## Action item
Give back the entries that follow exactly as written. Any picture gets left out.

## Provided data
************

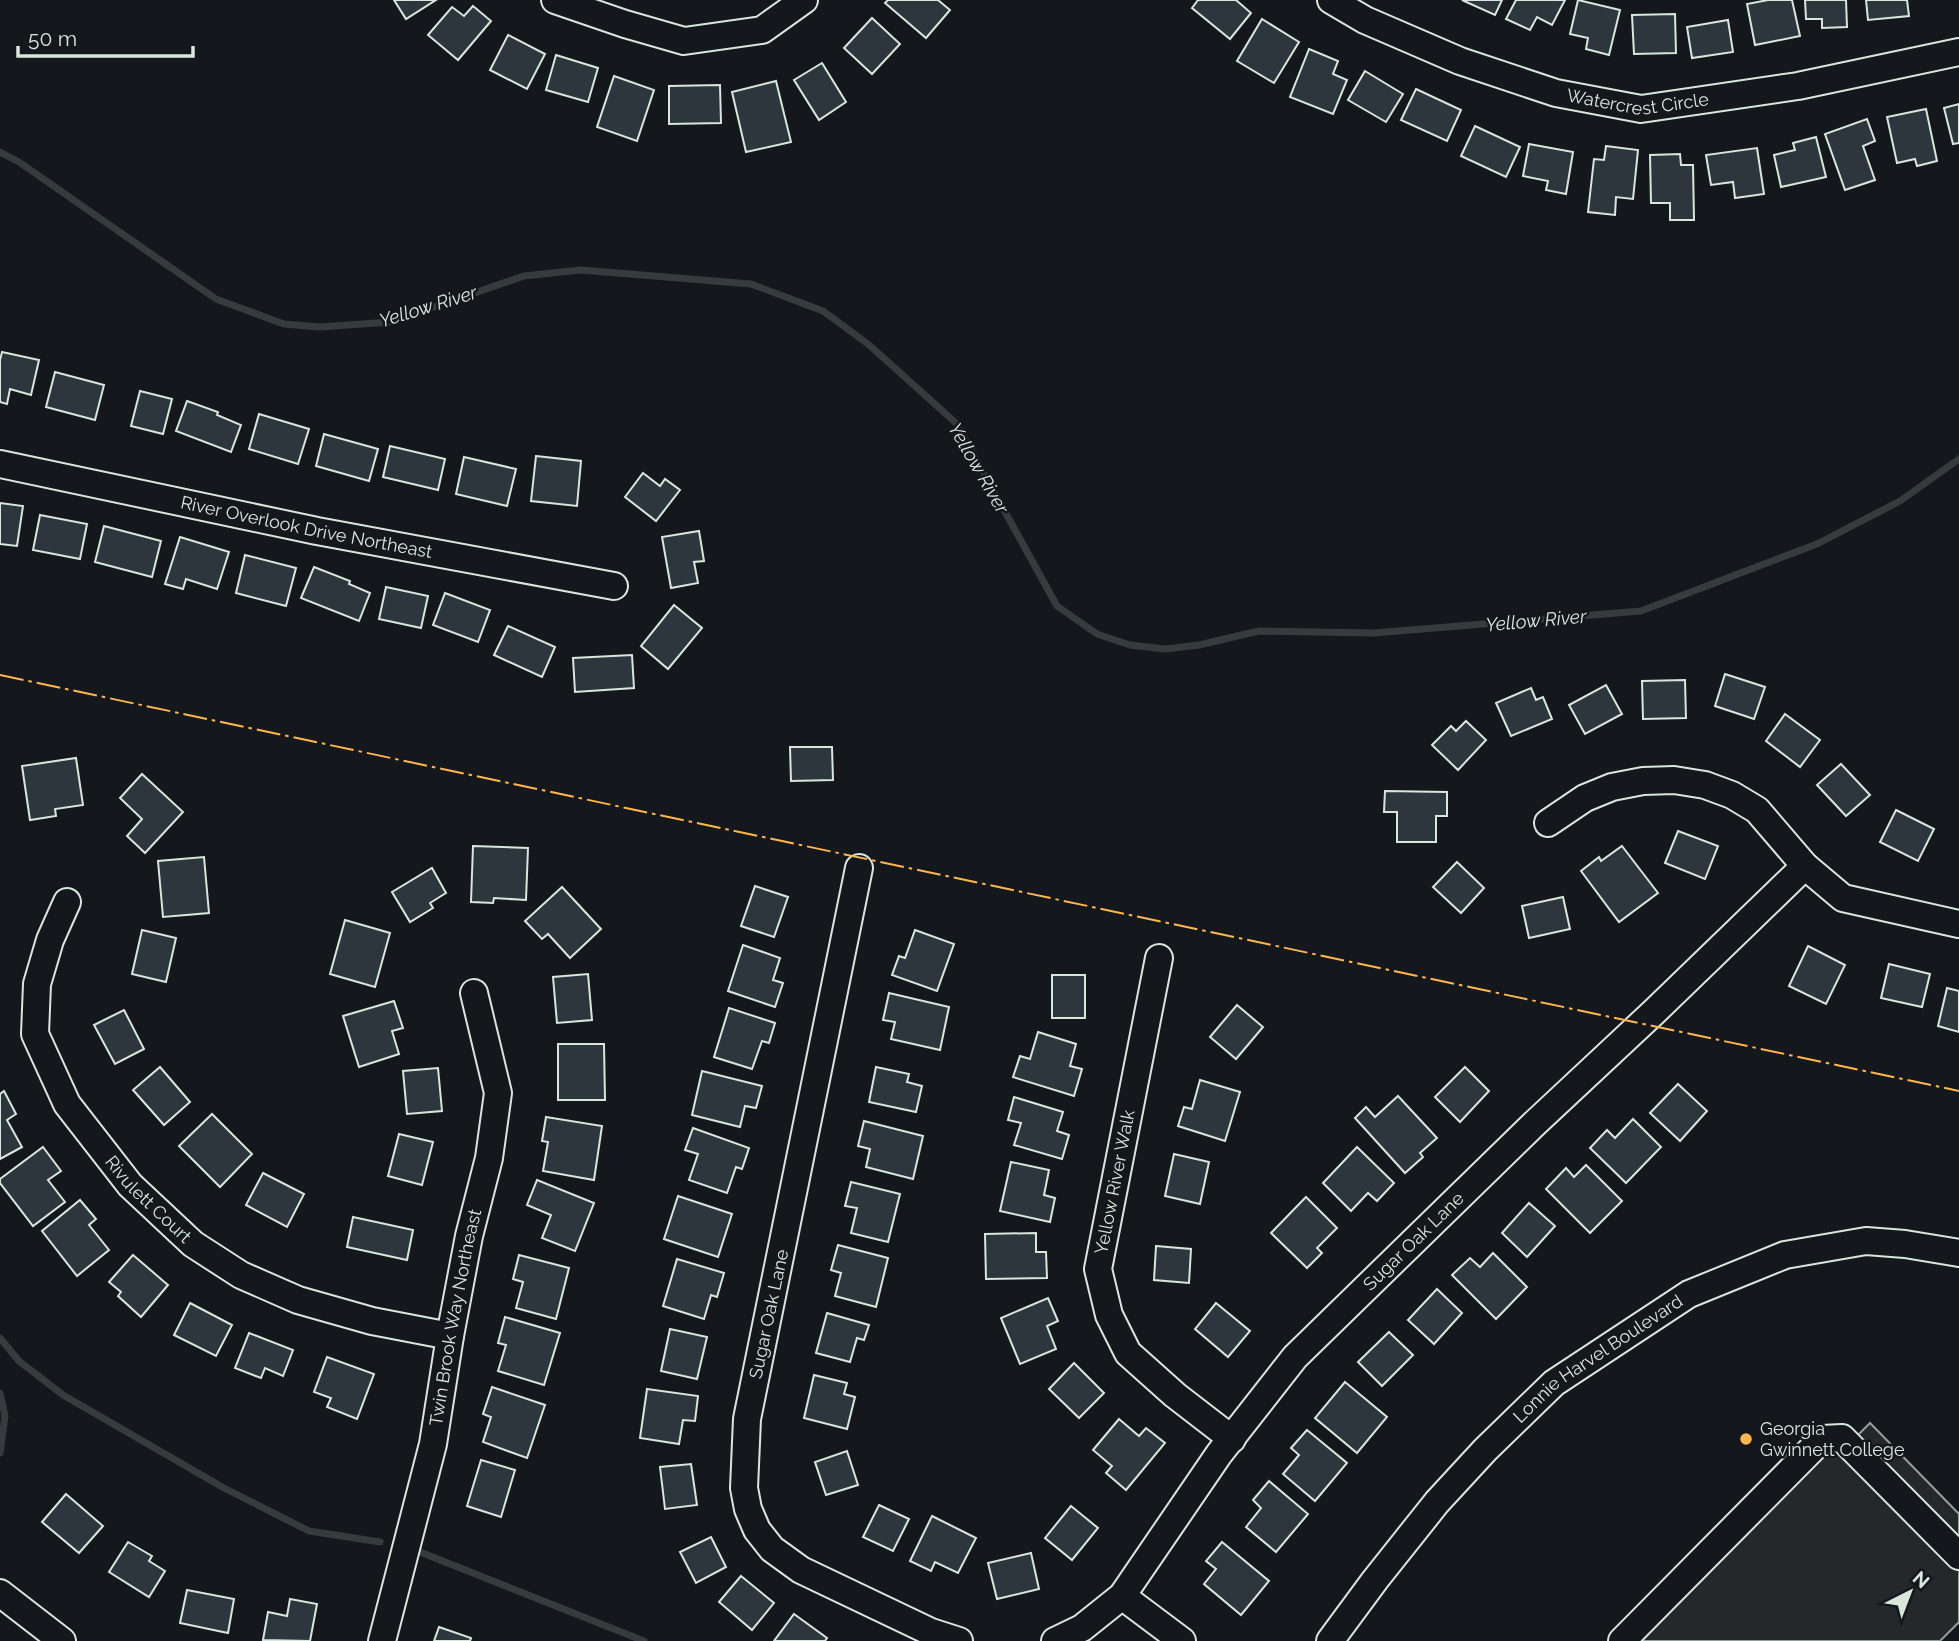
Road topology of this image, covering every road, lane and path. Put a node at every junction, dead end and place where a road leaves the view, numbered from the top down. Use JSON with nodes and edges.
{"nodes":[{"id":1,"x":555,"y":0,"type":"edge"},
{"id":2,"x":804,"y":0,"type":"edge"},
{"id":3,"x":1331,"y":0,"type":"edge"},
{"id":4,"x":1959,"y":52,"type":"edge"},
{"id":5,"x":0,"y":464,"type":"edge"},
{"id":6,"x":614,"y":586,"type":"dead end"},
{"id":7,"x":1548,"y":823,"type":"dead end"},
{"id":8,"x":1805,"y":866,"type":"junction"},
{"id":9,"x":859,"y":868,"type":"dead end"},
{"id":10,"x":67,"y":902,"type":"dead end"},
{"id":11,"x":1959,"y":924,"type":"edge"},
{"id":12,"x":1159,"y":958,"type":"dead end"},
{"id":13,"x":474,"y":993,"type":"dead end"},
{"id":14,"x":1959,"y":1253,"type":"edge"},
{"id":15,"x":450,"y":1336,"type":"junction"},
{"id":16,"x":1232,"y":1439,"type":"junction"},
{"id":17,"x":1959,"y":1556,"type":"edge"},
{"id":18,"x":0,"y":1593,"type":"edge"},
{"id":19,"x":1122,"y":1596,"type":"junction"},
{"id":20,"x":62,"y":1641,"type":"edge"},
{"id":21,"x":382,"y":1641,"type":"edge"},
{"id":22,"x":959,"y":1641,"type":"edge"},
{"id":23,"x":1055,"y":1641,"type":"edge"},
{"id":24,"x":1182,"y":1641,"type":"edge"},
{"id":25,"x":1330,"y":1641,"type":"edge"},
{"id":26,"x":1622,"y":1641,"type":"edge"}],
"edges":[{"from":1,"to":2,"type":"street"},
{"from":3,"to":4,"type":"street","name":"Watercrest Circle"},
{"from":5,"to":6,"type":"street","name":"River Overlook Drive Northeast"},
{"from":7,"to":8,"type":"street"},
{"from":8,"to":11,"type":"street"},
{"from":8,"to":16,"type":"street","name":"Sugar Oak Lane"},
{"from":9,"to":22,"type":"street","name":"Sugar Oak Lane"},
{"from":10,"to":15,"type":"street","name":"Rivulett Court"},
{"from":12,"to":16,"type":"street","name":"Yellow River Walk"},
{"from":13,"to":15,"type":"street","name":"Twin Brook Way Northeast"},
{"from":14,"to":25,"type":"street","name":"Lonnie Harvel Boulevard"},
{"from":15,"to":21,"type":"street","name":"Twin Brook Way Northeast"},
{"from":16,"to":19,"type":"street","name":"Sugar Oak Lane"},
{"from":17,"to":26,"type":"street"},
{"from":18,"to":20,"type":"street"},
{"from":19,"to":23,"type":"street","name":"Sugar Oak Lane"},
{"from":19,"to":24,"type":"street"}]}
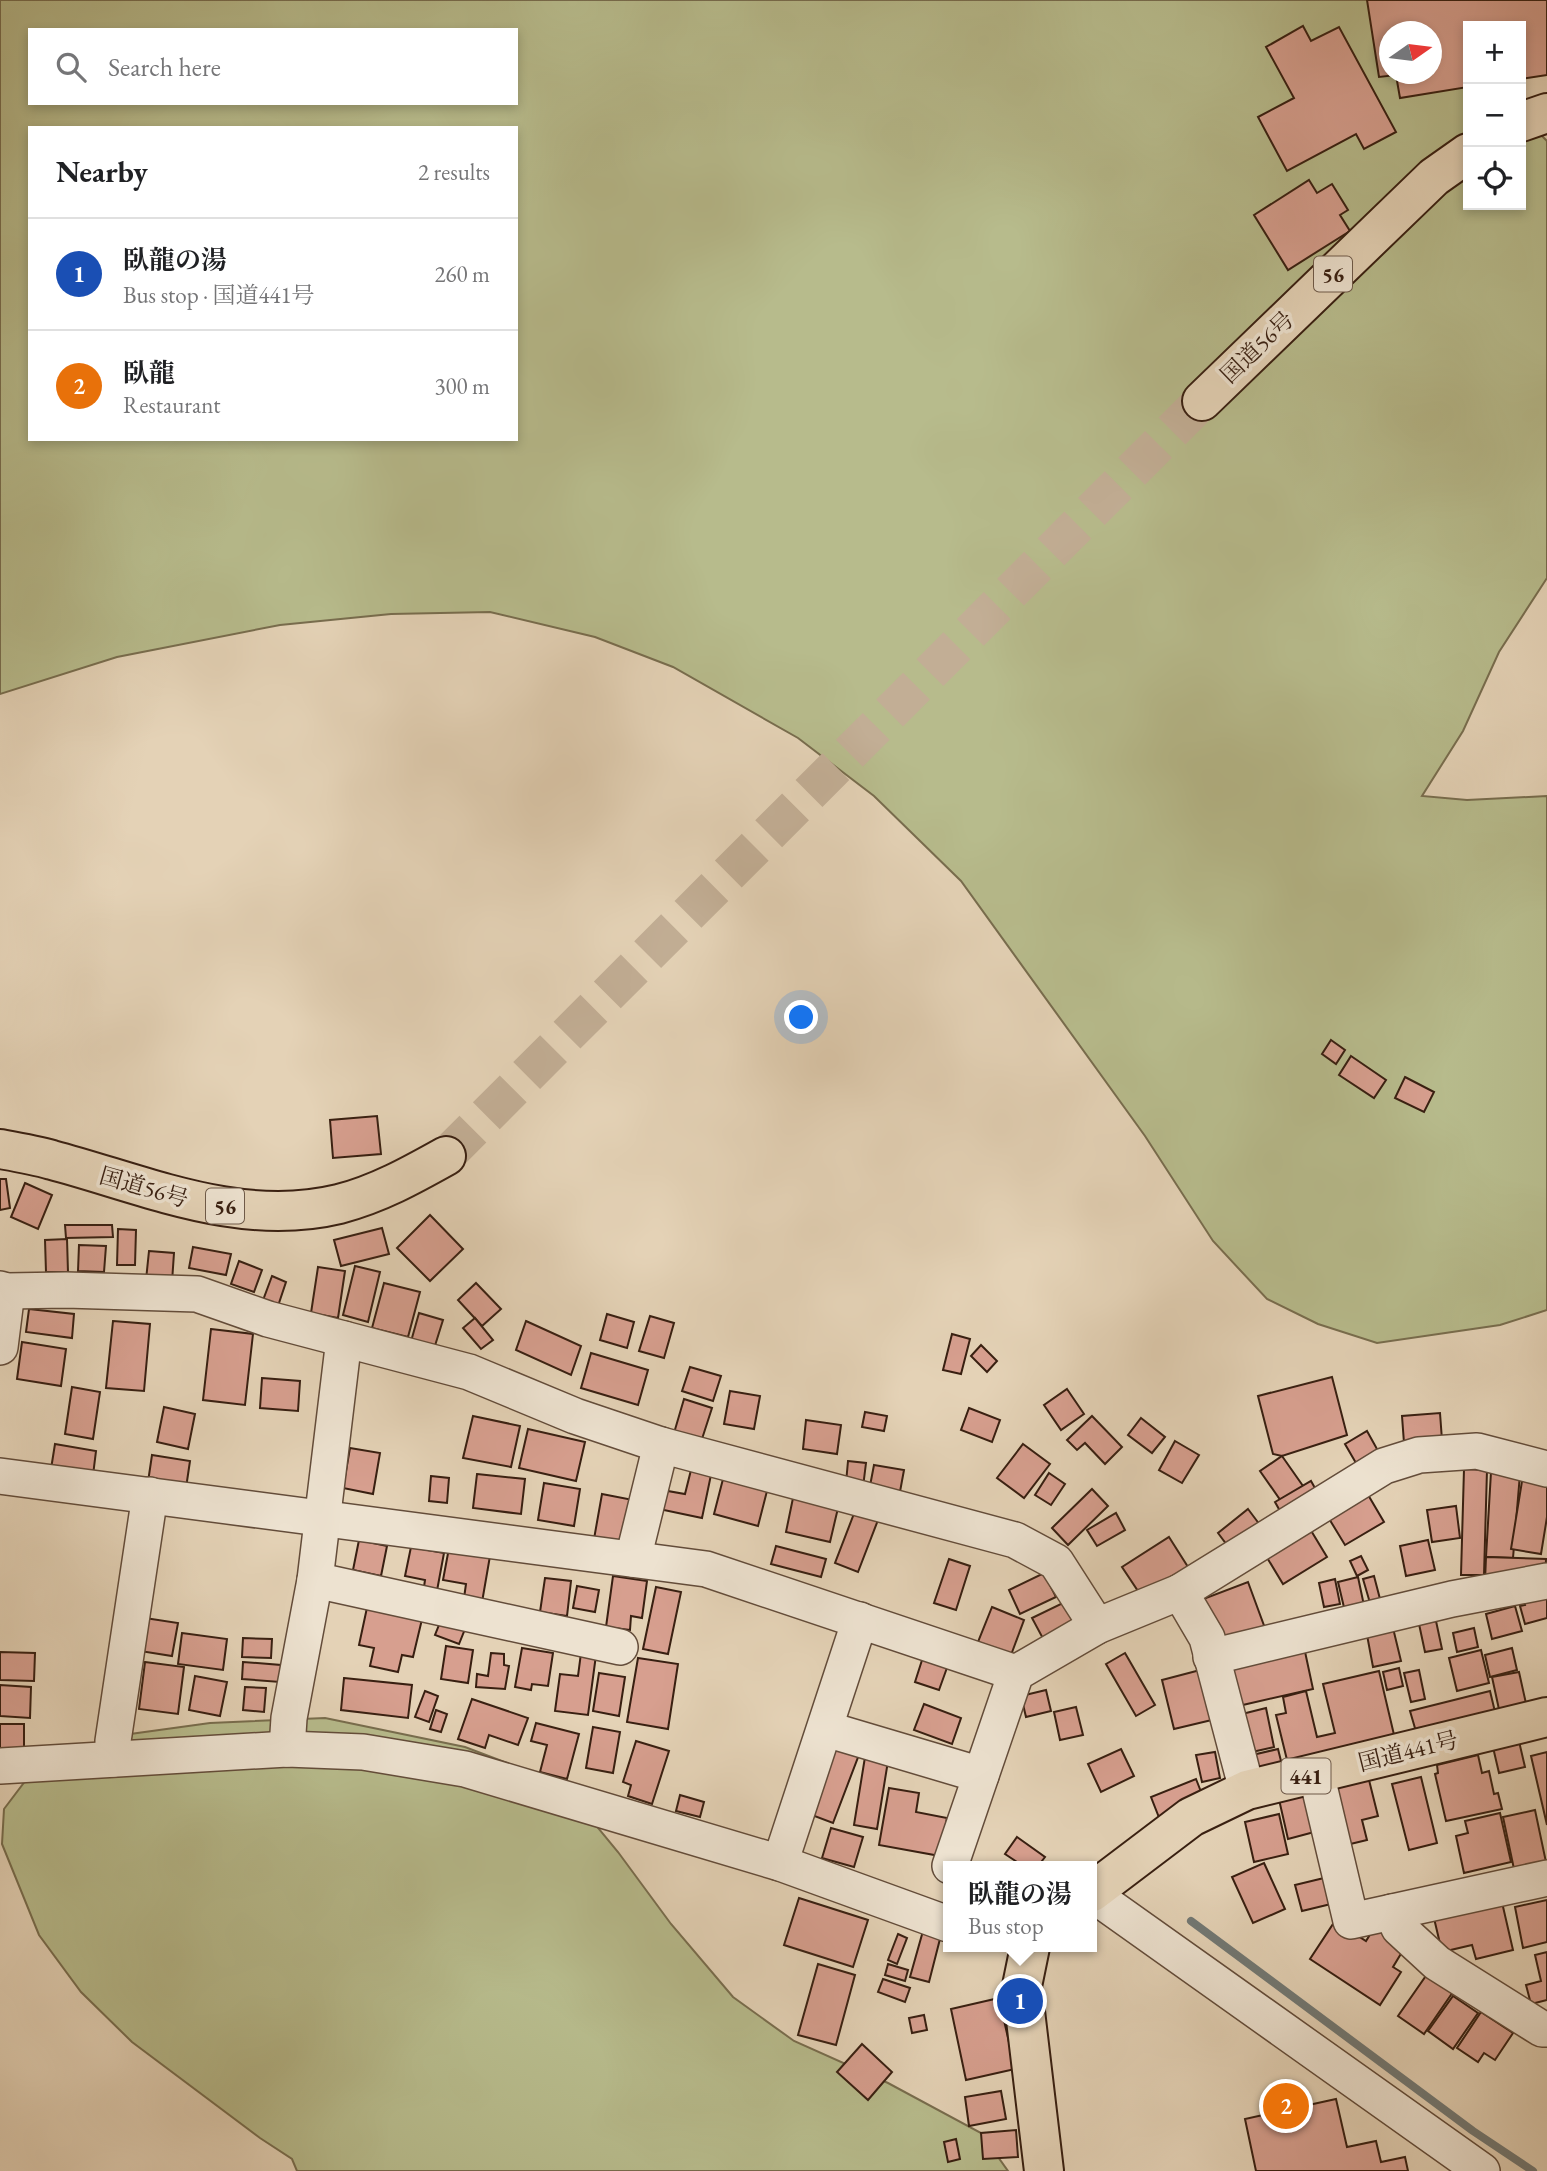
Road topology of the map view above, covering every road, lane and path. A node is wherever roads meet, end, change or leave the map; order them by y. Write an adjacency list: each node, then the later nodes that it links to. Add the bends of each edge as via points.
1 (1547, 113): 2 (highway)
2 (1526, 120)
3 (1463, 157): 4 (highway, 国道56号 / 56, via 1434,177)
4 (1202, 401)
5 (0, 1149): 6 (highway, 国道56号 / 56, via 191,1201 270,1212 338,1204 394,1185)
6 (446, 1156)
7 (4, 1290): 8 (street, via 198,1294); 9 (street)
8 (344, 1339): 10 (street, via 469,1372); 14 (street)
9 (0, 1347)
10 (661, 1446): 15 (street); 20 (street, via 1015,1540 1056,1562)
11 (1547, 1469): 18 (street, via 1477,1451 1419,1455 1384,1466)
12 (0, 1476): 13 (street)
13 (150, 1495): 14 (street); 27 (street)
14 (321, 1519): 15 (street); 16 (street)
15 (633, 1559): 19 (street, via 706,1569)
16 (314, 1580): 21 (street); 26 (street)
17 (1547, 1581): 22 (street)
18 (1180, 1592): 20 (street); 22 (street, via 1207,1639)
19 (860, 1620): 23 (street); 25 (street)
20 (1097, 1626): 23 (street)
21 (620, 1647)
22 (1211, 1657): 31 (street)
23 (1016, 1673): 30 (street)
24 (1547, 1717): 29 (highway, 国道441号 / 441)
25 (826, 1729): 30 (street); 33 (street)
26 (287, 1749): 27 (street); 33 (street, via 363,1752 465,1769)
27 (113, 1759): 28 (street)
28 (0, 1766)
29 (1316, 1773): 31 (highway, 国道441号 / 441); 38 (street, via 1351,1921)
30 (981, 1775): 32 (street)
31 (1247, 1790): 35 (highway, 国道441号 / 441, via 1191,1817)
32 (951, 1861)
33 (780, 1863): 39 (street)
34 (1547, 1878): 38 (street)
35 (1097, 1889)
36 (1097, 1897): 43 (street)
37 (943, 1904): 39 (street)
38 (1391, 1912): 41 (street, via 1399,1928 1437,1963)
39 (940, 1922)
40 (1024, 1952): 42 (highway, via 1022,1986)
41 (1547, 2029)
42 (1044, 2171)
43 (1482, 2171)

************

## Reply to the task
Road topology of this image, covering every road, lane and path. Put a node at every junction, dead end and place where a road leaves the view, numbered from the top down. Use JSON with nodes and edges.
{"nodes":[{"id":1,"x":555,"y":0,"type":"edge"},
{"id":2,"x":804,"y":0,"type":"edge"},
{"id":3,"x":1331,"y":0,"type":"edge"},
{"id":4,"x":1959,"y":52,"type":"edge"},
{"id":5,"x":0,"y":464,"type":"edge"},
{"id":6,"x":614,"y":586,"type":"dead end"},
{"id":7,"x":1548,"y":823,"type":"dead end"},
{"id":8,"x":1805,"y":866,"type":"junction"},
{"id":9,"x":859,"y":868,"type":"dead end"},
{"id":10,"x":67,"y":902,"type":"dead end"},
{"id":11,"x":1959,"y":924,"type":"edge"},
{"id":12,"x":1159,"y":958,"type":"dead end"},
{"id":13,"x":474,"y":993,"type":"dead end"},
{"id":14,"x":1959,"y":1253,"type":"edge"},
{"id":15,"x":450,"y":1336,"type":"junction"},
{"id":16,"x":1232,"y":1439,"type":"junction"},
{"id":17,"x":1959,"y":1556,"type":"edge"},
{"id":18,"x":0,"y":1593,"type":"edge"},
{"id":19,"x":1122,"y":1596,"type":"junction"},
{"id":20,"x":62,"y":1641,"type":"edge"},
{"id":21,"x":382,"y":1641,"type":"edge"},
{"id":22,"x":959,"y":1641,"type":"edge"},
{"id":23,"x":1055,"y":1641,"type":"edge"},
{"id":24,"x":1182,"y":1641,"type":"edge"},
{"id":25,"x":1330,"y":1641,"type":"edge"},
{"id":26,"x":1622,"y":1641,"type":"edge"}],
"edges":[{"from":1,"to":2,"type":"street"},
{"from":3,"to":4,"type":"street","name":"Watercrest Circle"},
{"from":5,"to":6,"type":"street","name":"River Overlook Drive Northeast"},
{"from":7,"to":8,"type":"street"},
{"from":8,"to":11,"type":"street"},
{"from":8,"to":16,"type":"street","name":"Sugar Oak Lane"},
{"from":9,"to":22,"type":"street","name":"Sugar Oak Lane"},
{"from":10,"to":15,"type":"street","name":"Rivulett Court"},
{"from":12,"to":16,"type":"street","name":"Yellow River Walk"},
{"from":13,"to":15,"type":"street","name":"Twin Brook Way Northeast"},
{"from":14,"to":25,"type":"street","name":"Lonnie Harvel Boulevard"},
{"from":15,"to":21,"type":"street","name":"Twin Brook Way Northeast"},
{"from":16,"to":19,"type":"street","name":"Sugar Oak Lane"},
{"from":17,"to":26,"type":"street"},
{"from":18,"to":20,"type":"street"},
{"from":19,"to":23,"type":"street","name":"Sugar Oak Lane"},
{"from":19,"to":24,"type":"street"}]}
Road topology of the map view above, covering every road, lane and path. A node is wherever roads meet, end, change or leave the map; order them by y. Write an adjacency list: each node, then the later nodes that it links to. Add the bends of each edge as via points.
1 (1547, 113): 2 (highway)
2 (1526, 120)
3 (1463, 157): 4 (highway, 国道56号 / 56, via 1434,177)
4 (1202, 401)
5 (0, 1149): 6 (highway, 国道56号 / 56, via 191,1201 270,1212 338,1204 394,1185)
6 (446, 1156)
7 (4, 1290): 8 (street, via 198,1294); 9 (street)
8 (344, 1339): 10 (street, via 469,1372); 14 (street)
9 (0, 1347)
10 (661, 1446): 15 (street); 20 (street, via 1015,1540 1056,1562)
11 (1547, 1469): 18 (street, via 1477,1451 1419,1455 1384,1466)
12 (0, 1476): 13 (street)
13 (150, 1495): 14 (street); 27 (street)
14 (321, 1519): 15 (street); 16 (street)
15 (633, 1559): 19 (street, via 706,1569)
16 (314, 1580): 21 (street); 26 (street)
17 (1547, 1581): 22 (street)
18 (1180, 1592): 20 (street); 22 (street, via 1207,1639)
19 (860, 1620): 23 (street); 25 (street)
20 (1097, 1626): 23 (street)
21 (620, 1647)
22 (1211, 1657): 31 (street)
23 (1016, 1673): 30 (street)
24 (1547, 1717): 29 (highway, 国道441号 / 441)
25 (826, 1729): 30 (street); 33 (street)
26 (287, 1749): 27 (street); 33 (street, via 363,1752 465,1769)
27 (113, 1759): 28 (street)
28 (0, 1766)
29 (1316, 1773): 31 (highway, 国道441号 / 441); 38 (street, via 1351,1921)
30 (981, 1775): 32 (street)
31 (1247, 1790): 35 (highway, 国道441号 / 441, via 1191,1817)
32 (951, 1861)
33 (780, 1863): 39 (street)
34 (1547, 1878): 38 (street)
35 (1097, 1889)
36 (1097, 1897): 43 (street)
37 (943, 1904): 39 (street)
38 (1391, 1912): 41 (street, via 1399,1928 1437,1963)
39 (940, 1922)
40 (1024, 1952): 42 (highway, via 1022,1986)
41 (1547, 2029)
42 (1044, 2171)
43 (1482, 2171)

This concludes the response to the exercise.